→ **Task objective**:
Output the records below verbatim, minus the pictures.

→ **Supplied data**:
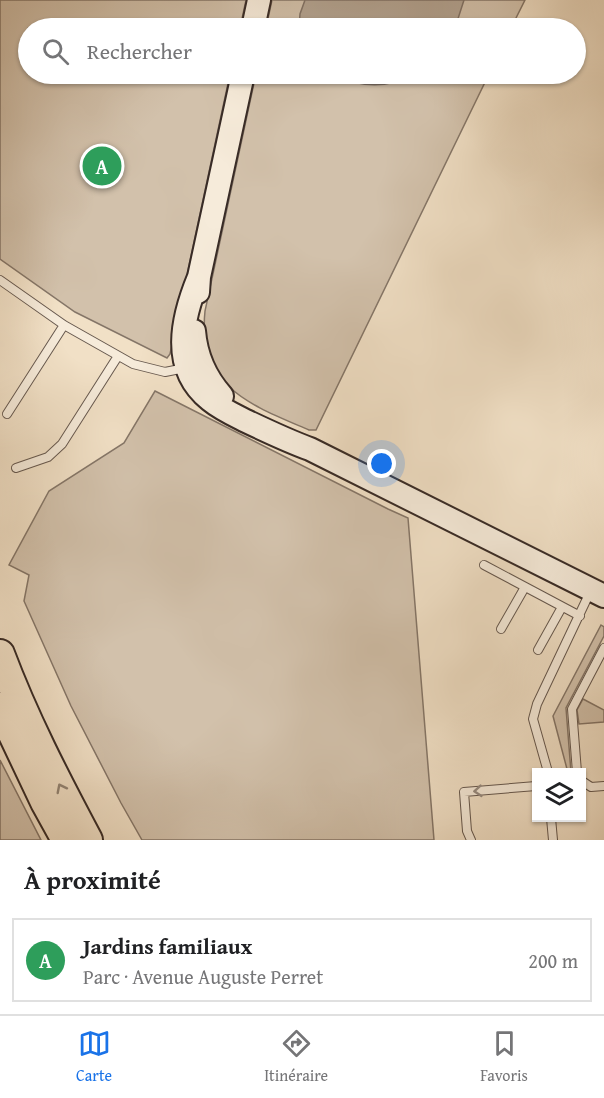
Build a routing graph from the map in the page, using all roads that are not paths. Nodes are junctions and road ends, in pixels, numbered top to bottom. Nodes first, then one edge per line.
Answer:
1 (259, 0) edge
2 (255, 18) edge
3 (241, 84) edge
4 (0, 280) edge
5 (64, 325) junction
6 (118, 356) junction
7 (194, 367) junction
8 (7, 414) dead end
9 (16, 468) dead end
10 (484, 565) dead end
11 (525, 587) junction
12 (597, 593) edge
13 (562, 607) junction
14 (580, 616) junction
15 (501, 628) dead end
16 (604, 648) edge
17 (538, 650) dead end
18 (0, 654) edge
19 (0, 707) edge
20 (547, 768) edge
21 (577, 768) edge
22 (586, 784) edge
23 (532, 786) edge
24 (604, 786) edge
25 (551, 822) edge
26 (66, 840) edge
27 (88, 840) edge
28 (471, 840) edge
29 (553, 840) edge

1 - 2 street
3 - 7 street
4 - 5 lane
5 - 6 lane
5 - 8 lane
6 - 7 lane
6 - 9 lane
7 - 12 street
10 - 11 lane
11 - 13 lane
11 - 15 lane
12 - 14 lane
13 - 14 lane
13 - 17 lane
14 - 20 lane
16 - 21 lane
27 -> 18 highway
19 - 26 highway
22 - 24 lane
23 -> 28 lane
25 - 29 lane

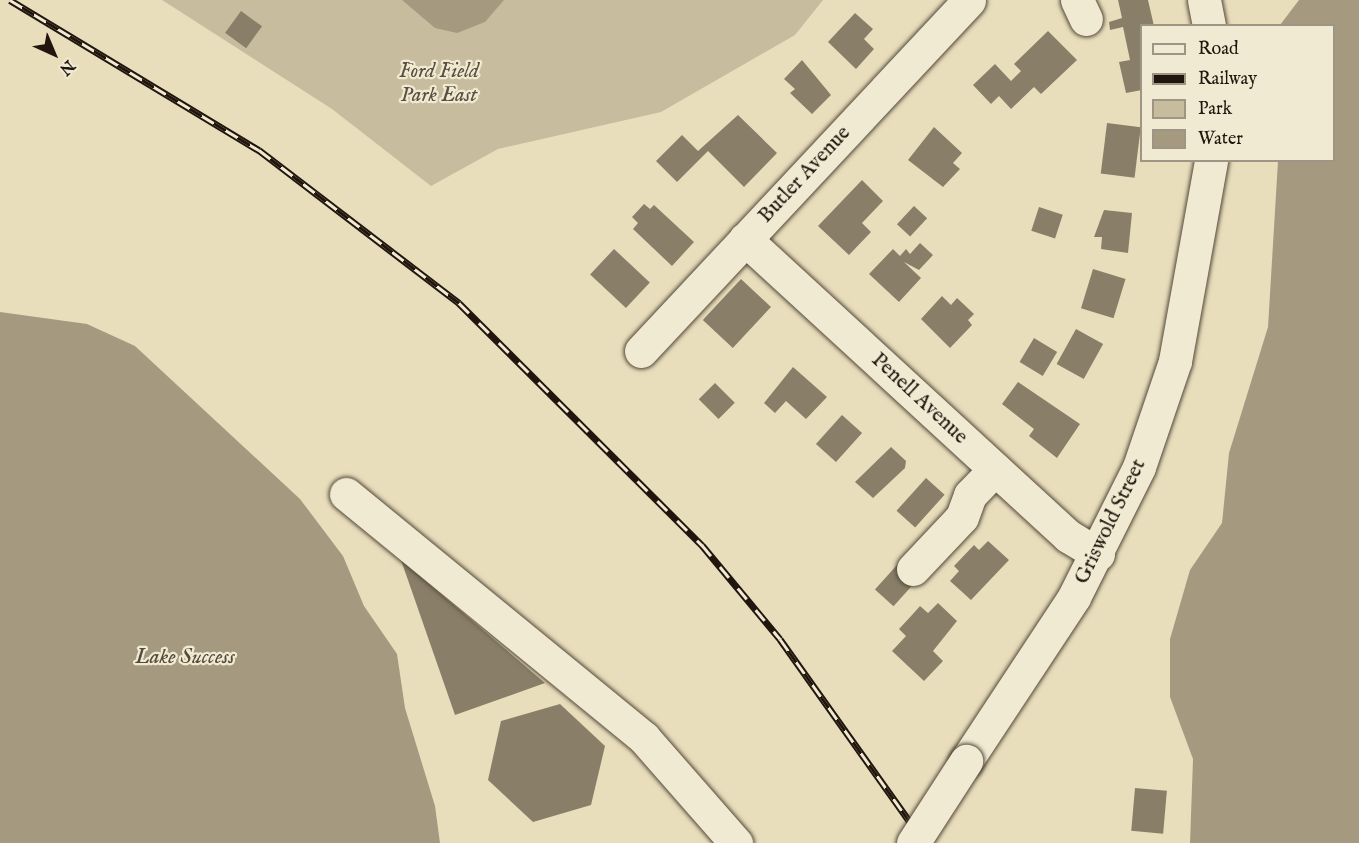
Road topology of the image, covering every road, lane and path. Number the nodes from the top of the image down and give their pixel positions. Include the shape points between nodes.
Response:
1 (969, 0) edge
2 (1204, 0) edge
3 (1209, 24) edge
4 (1211, 162) edge
5 (745, 239) junction
6 (640, 351) dead end
7 (995, 469) junction
8 (346, 494) dead end
9 (1098, 554) junction
10 (913, 569) dead end
11 (736, 843) edge
12 (913, 843) edge

1 - 5 street, Butler Avenue
2 - 3 street
4 - 9 street, Griswold Street via 1174,361 1139,467
5 - 6 street, Butler Avenue
5 - 7 street, Penell Avenue
7 - 9 street, Penell Avenue via 1068,536
7 - 10 street via 970,495 962,517
8 - 11 street via 644,738
9 - 12 street, Griswold Street, bridge via 1049,640

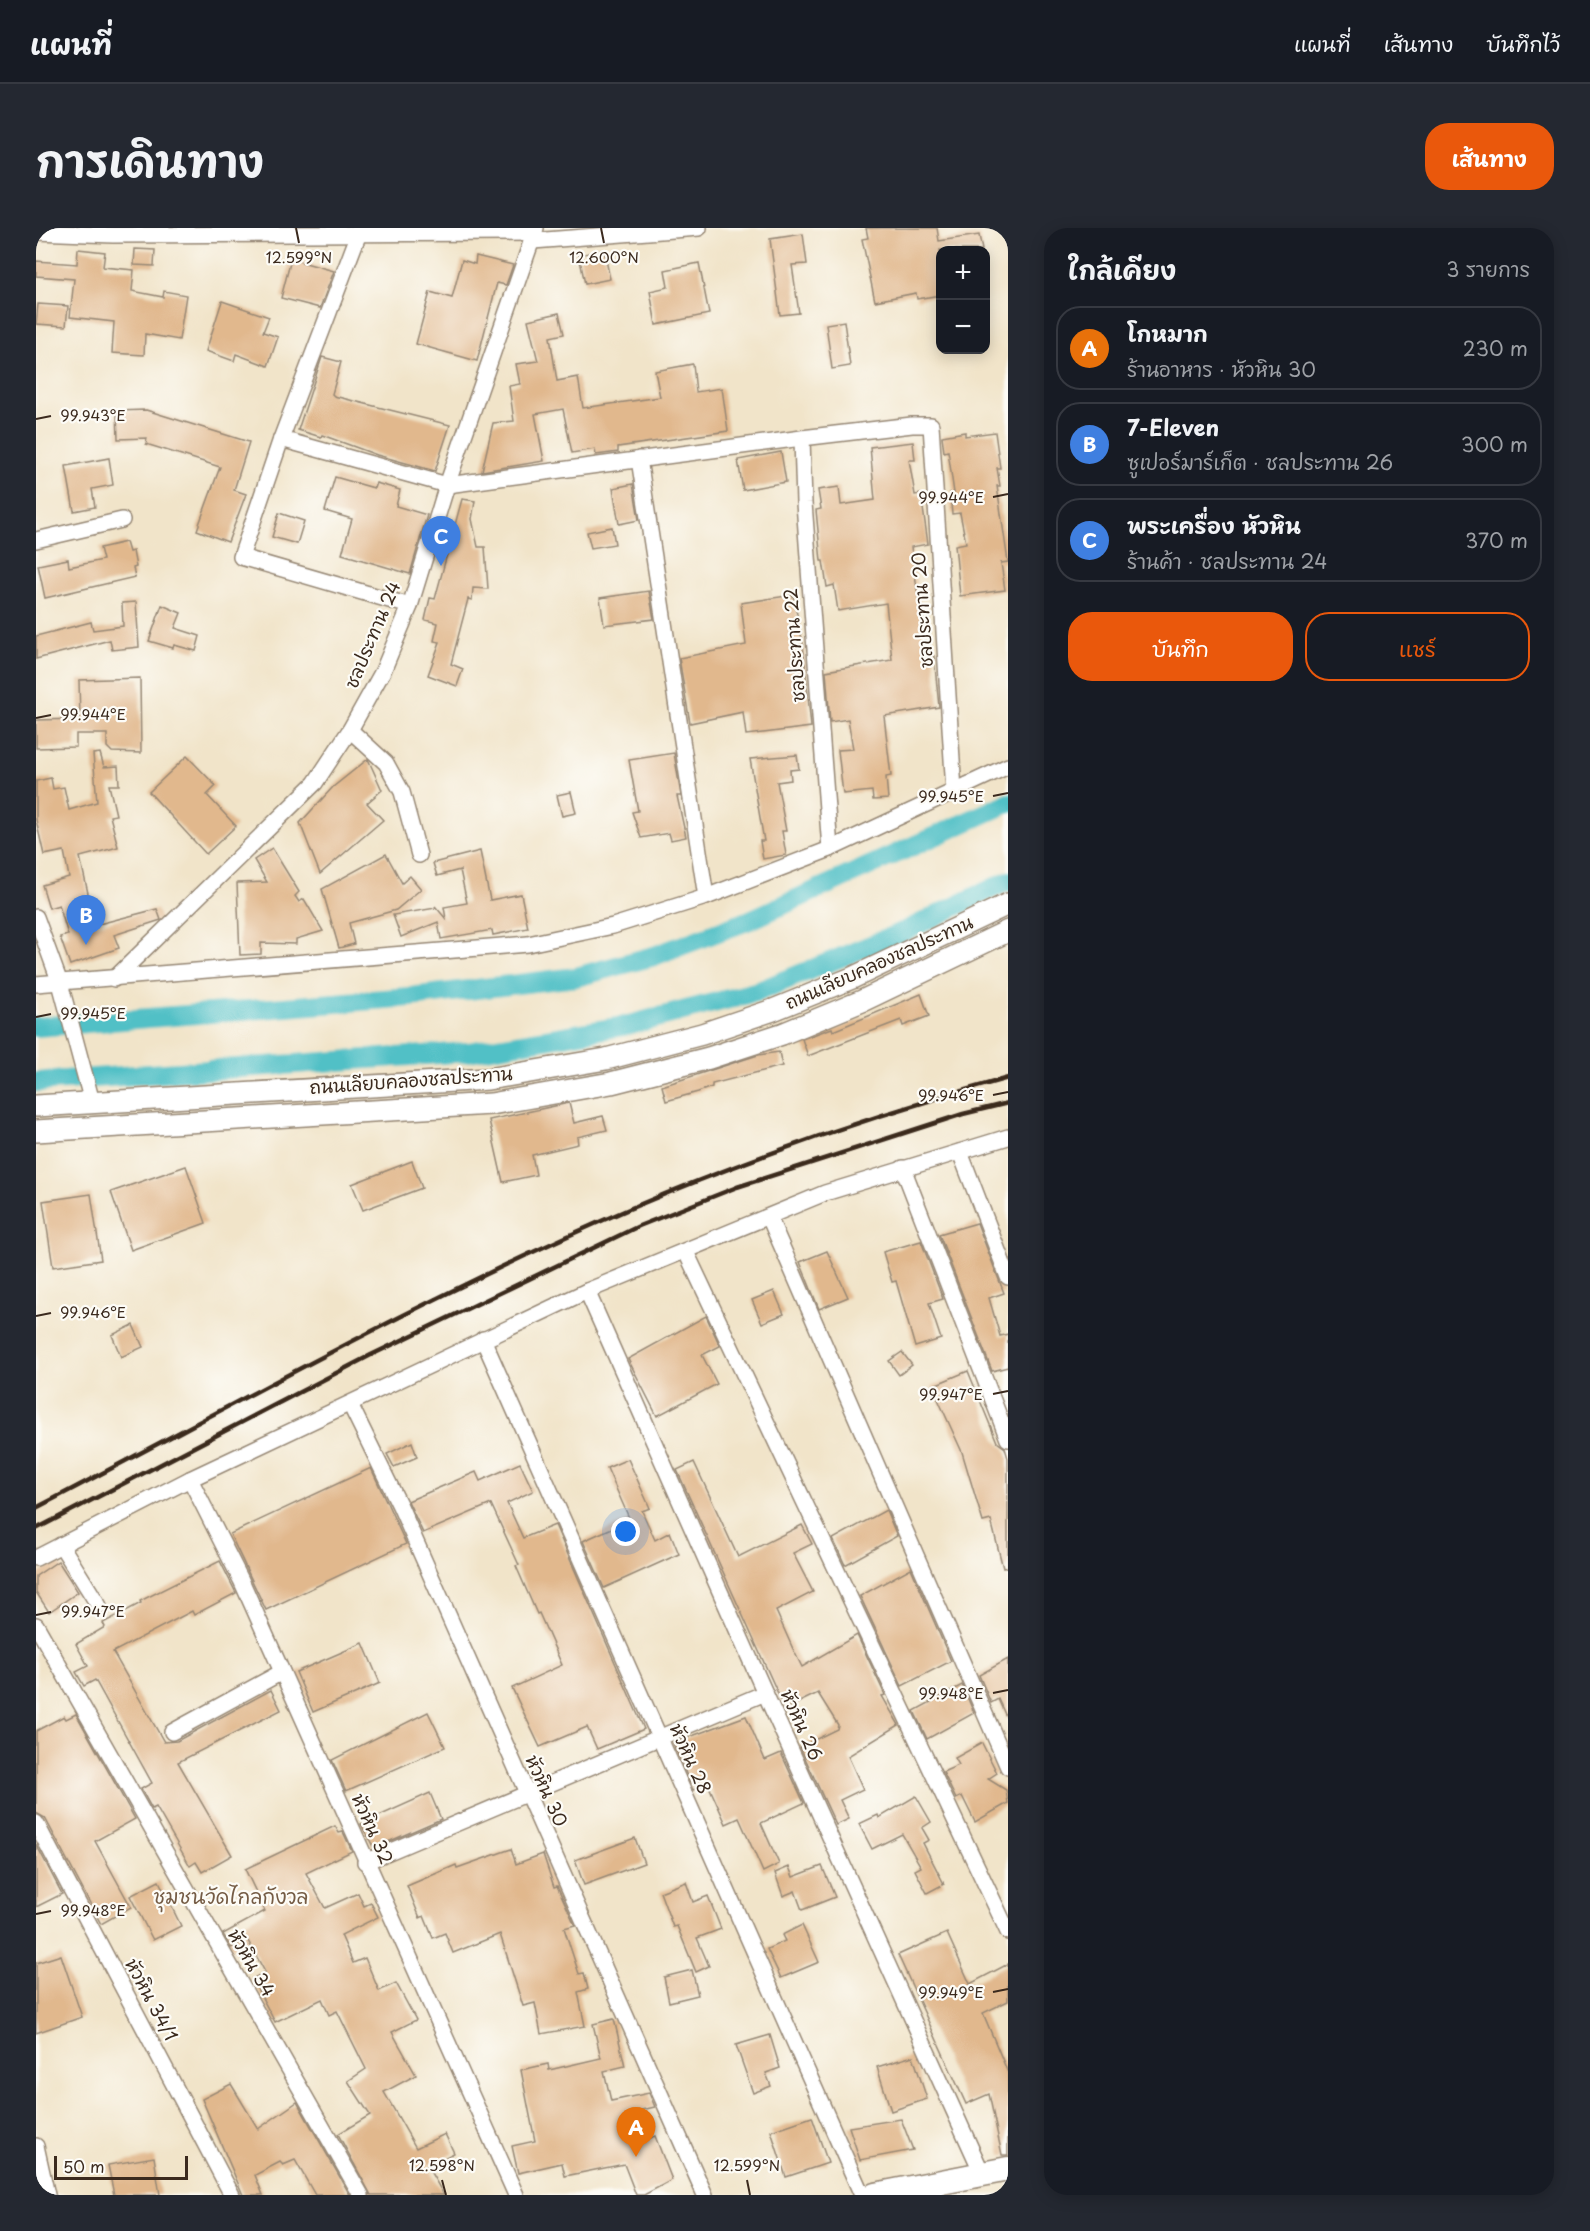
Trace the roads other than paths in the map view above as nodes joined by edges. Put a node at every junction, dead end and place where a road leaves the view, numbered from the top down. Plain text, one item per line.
1 (699, 228) edge
2 (342, 230) edge
3 (36, 232) edge
4 (113, 232) edge
5 (235, 232) edge
6 (359, 233) junction
7 (534, 234) edge
8 (802, 438) junction
9 (281, 439) junction
10 (639, 459) junction
11 (447, 485) junction
12 (122, 520) dead end
13 (36, 540) edge
14 (410, 606) junction
15 (350, 730) junction
16 (1008, 766) edge
17 (954, 791) junction
18 (830, 849) junction
19 (419, 855) dead end
20 (706, 897) junction
21 (1008, 904) edge
22 (36, 917) edge
23 (1008, 932) edge
24 (114, 979) junction
25 (60, 982) junction
26 (36, 984) edge
27 (92, 1102) junction
28 (36, 1106) edge
29 (95, 1127) junction
30 (36, 1131) edge
31 (1008, 1137) edge
32 (960, 1152) junction
33 (903, 1168) junction
34 (769, 1217) junction
35 (686, 1252) junction
36 (1008, 1277) edge
37 (588, 1291) junction
38 (483, 1339) junction
39 (350, 1404) junction
40 (1008, 1439) edge
41 (190, 1479) junction
42 (61, 1545) junction
43 (36, 1558) edge
44 (99, 1606) dead end
45 (36, 1625) edge
46 (282, 1672) junction
47 (765, 1694) junction
48 (172, 1732) dead end
49 (660, 1738) junction
50 (1008, 1767) edge
51 (526, 1793) junction
52 (36, 1823) edge
53 (365, 1862) junction
54 (1008, 1932) edge
55 (36, 2146) edge
56 (38, 2162) edge
57 (1008, 2169) edge
58 (982, 2174) junction
59 (46, 2195) edge
60 (232, 2195) edge
61 (362, 2195) edge
62 (516, 2195) edge
63 (705, 2195) edge
64 (862, 2195) edge
65 (875, 2195) edge

1 - 7 street
2 - 5 street
2 - 6 street
3 - 4 street
4 - 5 street
6 - 7 street
6 - 9 street
7 - 11 street, ชลประทาน 24
8 - 10 street
8 - 17 street, ชลประทาน 20
8 - 18 street, ชลประทาน 22
9 - 11 street
9 - 14 street
10 - 11 street
10 - 20 street
11 - 14 street, ชลประทาน 24
12 - 13 street
14 - 15 street, ชลประทาน 24
15 - 19 street
15 - 24 street, ชลประทาน 24
16 - 17 street
17 - 18 street
18 - 20 street
20 - 24 street
21 - 27 street, ถนนเลียบคลองชลประทาน
22 - 25 street
23 - 29 street, ถนนเลียบคลองชลประทาน
24 - 25 street
25 - 26 street
25 - 27 street
27 - 28 street, ถนนเลียบคลองชลประทาน
27 - 29 street
29 - 30 street, ถนนเลียบคลองชลประทาน
31 - 32 street
32 - 33 street
32 - 36 street
33 - 34 street
33 - 40 street
34 - 35 street
34 - 50 street
35 - 37 street
35 - 54 street
37 - 38 street
37 - 47 street, หัวหิน 26
38 - 39 street
38 - 49 street, หัวหิน 28
39 - 41 street
39 - 51 street, หัวหิน 30
41 - 42 street
41 - 46 street, หัวหิน 32
42 - 43 street
42 - 44 street
45 - 61 street, หัวหิน 34
46 - 48 street
46 - 53 street, หัวหิน 32
47 - 49 street
47 - 58 street, หัวหิน 26
49 - 51 street
49 - 64 street, หัวหิน 28
51 - 53 street
51 - 63 street, หัวหิน 30
52 - 60 street, หัวหิน 34/1
53 - 62 street, หัวหิน 32
55 - 56 street
56 - 59 street
57 - 58 main road
58 - 65 main road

→ **Task result**:
Build a routing graph from the map in the page, using all roads that are not paths. Nodes are junctions and road ends, in pixels, numbered top to bottom. Nodes first, then one edge per line.
Answer:
1 (259, 0) edge
2 (255, 18) edge
3 (241, 84) edge
4 (0, 280) edge
5 (64, 325) junction
6 (118, 356) junction
7 (194, 367) junction
8 (7, 414) dead end
9 (16, 468) dead end
10 (484, 565) dead end
11 (525, 587) junction
12 (597, 593) edge
13 (562, 607) junction
14 (580, 616) junction
15 (501, 628) dead end
16 (604, 648) edge
17 (538, 650) dead end
18 (0, 654) edge
19 (0, 707) edge
20 (547, 768) edge
21 (577, 768) edge
22 (586, 784) edge
23 (532, 786) edge
24 (604, 786) edge
25 (551, 822) edge
26 (66, 840) edge
27 (88, 840) edge
28 (471, 840) edge
29 (553, 840) edge

1 - 2 street
3 - 7 street
4 - 5 lane
5 - 6 lane
5 - 8 lane
6 - 7 lane
6 - 9 lane
7 - 12 street
10 - 11 lane
11 - 13 lane
11 - 15 lane
12 - 14 lane
13 - 14 lane
13 - 17 lane
14 - 20 lane
16 - 21 lane
27 -> 18 highway
19 - 26 highway
22 - 24 lane
23 -> 28 lane
25 - 29 lane

Road topology of the image, covering every road, lane and path. Number the nodes from the top of the image down and give their pixel positions. Include the shape points between nodes.
Response:
1 (969, 0) edge
2 (1204, 0) edge
3 (1209, 24) edge
4 (1211, 162) edge
5 (745, 239) junction
6 (640, 351) dead end
7 (995, 469) junction
8 (346, 494) dead end
9 (1098, 554) junction
10 (913, 569) dead end
11 (736, 843) edge
12 (913, 843) edge

1 - 5 street, Butler Avenue
2 - 3 street
4 - 9 street, Griswold Street via 1174,361 1139,467
5 - 6 street, Butler Avenue
5 - 7 street, Penell Avenue
7 - 9 street, Penell Avenue via 1068,536
7 - 10 street via 970,495 962,517
8 - 11 street via 644,738
9 - 12 street, Griswold Street, bridge via 1049,640

Trace the roads other than paths in the map view above as nodes joined by edges. Put a node at every junction, dead end and place where a road leaves the view, numbered from the top down. Plain text, one item per line.
1 (699, 228) edge
2 (342, 230) edge
3 (36, 232) edge
4 (113, 232) edge
5 (235, 232) edge
6 (359, 233) junction
7 (534, 234) edge
8 (802, 438) junction
9 (281, 439) junction
10 (639, 459) junction
11 (447, 485) junction
12 (122, 520) dead end
13 (36, 540) edge
14 (410, 606) junction
15 (350, 730) junction
16 (1008, 766) edge
17 (954, 791) junction
18 (830, 849) junction
19 (419, 855) dead end
20 (706, 897) junction
21 (1008, 904) edge
22 (36, 917) edge
23 (1008, 932) edge
24 (114, 979) junction
25 (60, 982) junction
26 (36, 984) edge
27 (92, 1102) junction
28 (36, 1106) edge
29 (95, 1127) junction
30 (36, 1131) edge
31 (1008, 1137) edge
32 (960, 1152) junction
33 (903, 1168) junction
34 (769, 1217) junction
35 (686, 1252) junction
36 (1008, 1277) edge
37 (588, 1291) junction
38 (483, 1339) junction
39 (350, 1404) junction
40 (1008, 1439) edge
41 (190, 1479) junction
42 (61, 1545) junction
43 (36, 1558) edge
44 (99, 1606) dead end
45 (36, 1625) edge
46 (282, 1672) junction
47 (765, 1694) junction
48 (172, 1732) dead end
49 (660, 1738) junction
50 (1008, 1767) edge
51 (526, 1793) junction
52 (36, 1823) edge
53 (365, 1862) junction
54 (1008, 1932) edge
55 (36, 2146) edge
56 (38, 2162) edge
57 (1008, 2169) edge
58 (982, 2174) junction
59 (46, 2195) edge
60 (232, 2195) edge
61 (362, 2195) edge
62 (516, 2195) edge
63 (705, 2195) edge
64 (862, 2195) edge
65 (875, 2195) edge

1 - 7 street
2 - 5 street
2 - 6 street
3 - 4 street
4 - 5 street
6 - 7 street
6 - 9 street
7 - 11 street, ชลประทาน 24
8 - 10 street
8 - 17 street, ชลประทาน 20
8 - 18 street, ชลประทาน 22
9 - 11 street
9 - 14 street
10 - 11 street
10 - 20 street
11 - 14 street, ชลประทาน 24
12 - 13 street
14 - 15 street, ชลประทาน 24
15 - 19 street
15 - 24 street, ชลประทาน 24
16 - 17 street
17 - 18 street
18 - 20 street
20 - 24 street
21 - 27 street, ถนนเลียบคลองชลประทาน
22 - 25 street
23 - 29 street, ถนนเลียบคลองชลประทาน
24 - 25 street
25 - 26 street
25 - 27 street
27 - 28 street, ถนนเลียบคลองชลประทาน
27 - 29 street
29 - 30 street, ถนนเลียบคลองชลประทาน
31 - 32 street
32 - 33 street
32 - 36 street
33 - 34 street
33 - 40 street
34 - 35 street
34 - 50 street
35 - 37 street
35 - 54 street
37 - 38 street
37 - 47 street, หัวหิน 26
38 - 39 street
38 - 49 street, หัวหิน 28
39 - 41 street
39 - 51 street, หัวหิน 30
41 - 42 street
41 - 46 street, หัวหิน 32
42 - 43 street
42 - 44 street
45 - 61 street, หัวหิน 34
46 - 48 street
46 - 53 street, หัวหิน 32
47 - 49 street
47 - 58 street, หัวหิน 26
49 - 51 street
49 - 64 street, หัวหิน 28
51 - 53 street
51 - 63 street, หัวหิน 30
52 - 60 street, หัวหิน 34/1
53 - 62 street, หัวหิน 32
55 - 56 street
56 - 59 street
57 - 58 main road
58 - 65 main road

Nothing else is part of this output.